Work to be completed: Where an entry below contains an image, skip the image and reproduce the rest exactly.

Provided records:
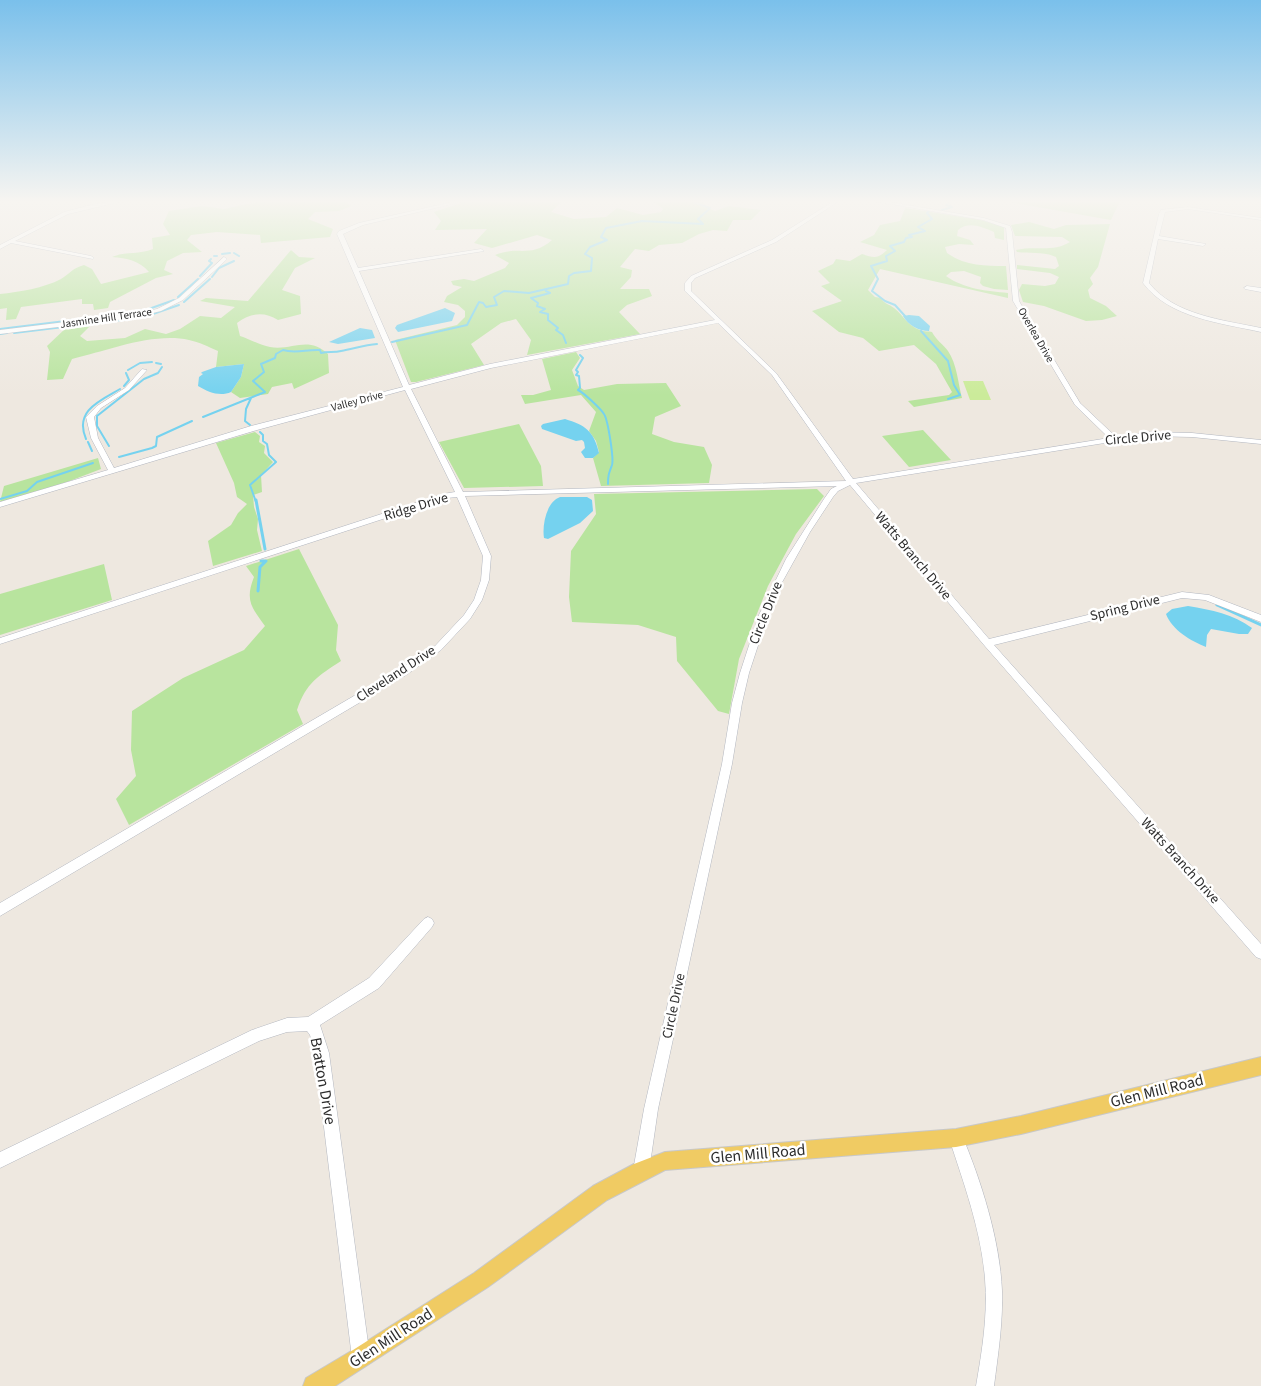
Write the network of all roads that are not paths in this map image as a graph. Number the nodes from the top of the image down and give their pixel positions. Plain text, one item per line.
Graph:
1 (217, 266) edge
2 (354, 266) edge
3 (384, 266) edge
4 (717, 266) edge
5 (1012, 266) edge
6 (1150, 266) edge
7 (356, 270) junction
8 (1247, 288) dead end
9 (1261, 290) edge
10 (720, 322) junction
11 (1261, 330) edge
12 (0, 332) edge
13 (144, 370) dead end
14 (407, 388) junction
15 (1114, 439) junction
16 (1261, 442) edge
17 (112, 471) junction
18 (851, 482) junction
19 (460, 494) junction
20 (0, 505) edge
21 (1261, 619) edge
22 (0, 641) edge
23 (987, 643) junction
24 (0, 910) edge
25 (428, 923) dead end
26 (1261, 953) edge
27 (310, 1024) junction
28 (1261, 1066) edge
29 (956, 1138) junction
30 (0, 1160) edge
31 (641, 1171) junction
32 (361, 1358) junction
33 (314, 1386) edge
34 (985, 1386) edge

1 - 12 street, Jasmine Hill Terrace
2 - 7 street, Cleveland Drive
3 - 7 street
4 - 10 street, Watts Branch Drive
5 - 15 street, Overlea Drive
6 - 11 street
7 - 14 street, Cleveland Drive
8 - 9 street
10 - 14 street, Valley Drive
10 - 18 street, Watts Branch Drive
13 - 17 street
14 - 17 street, Valley Drive
14 - 19 street, Cleveland Drive
15 - 16 street, Circle Drive
15 - 18 street, Circle Drive
17 - 20 street, Valley Drive
18 - 19 street, Ridge Drive
18 - 23 street, Watts Branch Drive
18 - 31 street, Circle Drive
19 - 22 street, Ridge Drive
19 - 24 street, Cleveland Drive
21 - 23 street, Spring Drive
23 - 26 street, Watts Branch Drive
25 - 27 street
27 - 30 street, Bratton Drive
27 - 32 street, Bratton Drive
28 - 29 main road, Glen Mill Road
29 - 31 main road, Glen Mill Road
29 - 34 street
31 - 32 main road, Glen Mill Road
32 - 33 main road, Glen Mill Road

Written response:
Write the network of all roads that are not paths in this map image as a graph. Number the nodes from the top of the image down and give their pixel positions. Plain text, one item per line.
Graph:
1 (217, 266) edge
2 (354, 266) edge
3 (384, 266) edge
4 (717, 266) edge
5 (1012, 266) edge
6 (1150, 266) edge
7 (356, 270) junction
8 (1247, 288) dead end
9 (1261, 290) edge
10 (720, 322) junction
11 (1261, 330) edge
12 (0, 332) edge
13 (144, 370) dead end
14 (407, 388) junction
15 (1114, 439) junction
16 (1261, 442) edge
17 (112, 471) junction
18 (851, 482) junction
19 (460, 494) junction
20 (0, 505) edge
21 (1261, 619) edge
22 (0, 641) edge
23 (987, 643) junction
24 (0, 910) edge
25 (428, 923) dead end
26 (1261, 953) edge
27 (310, 1024) junction
28 (1261, 1066) edge
29 (956, 1138) junction
30 (0, 1160) edge
31 (641, 1171) junction
32 (361, 1358) junction
33 (314, 1386) edge
34 (985, 1386) edge

1 - 12 street, Jasmine Hill Terrace
2 - 7 street, Cleveland Drive
3 - 7 street
4 - 10 street, Watts Branch Drive
5 - 15 street, Overlea Drive
6 - 11 street
7 - 14 street, Cleveland Drive
8 - 9 street
10 - 14 street, Valley Drive
10 - 18 street, Watts Branch Drive
13 - 17 street
14 - 17 street, Valley Drive
14 - 19 street, Cleveland Drive
15 - 16 street, Circle Drive
15 - 18 street, Circle Drive
17 - 20 street, Valley Drive
18 - 19 street, Ridge Drive
18 - 23 street, Watts Branch Drive
18 - 31 street, Circle Drive
19 - 22 street, Ridge Drive
19 - 24 street, Cleveland Drive
21 - 23 street, Spring Drive
23 - 26 street, Watts Branch Drive
25 - 27 street
27 - 30 street, Bratton Drive
27 - 32 street, Bratton Drive
28 - 29 main road, Glen Mill Road
29 - 31 main road, Glen Mill Road
29 - 34 street
31 - 32 main road, Glen Mill Road
32 - 33 main road, Glen Mill Road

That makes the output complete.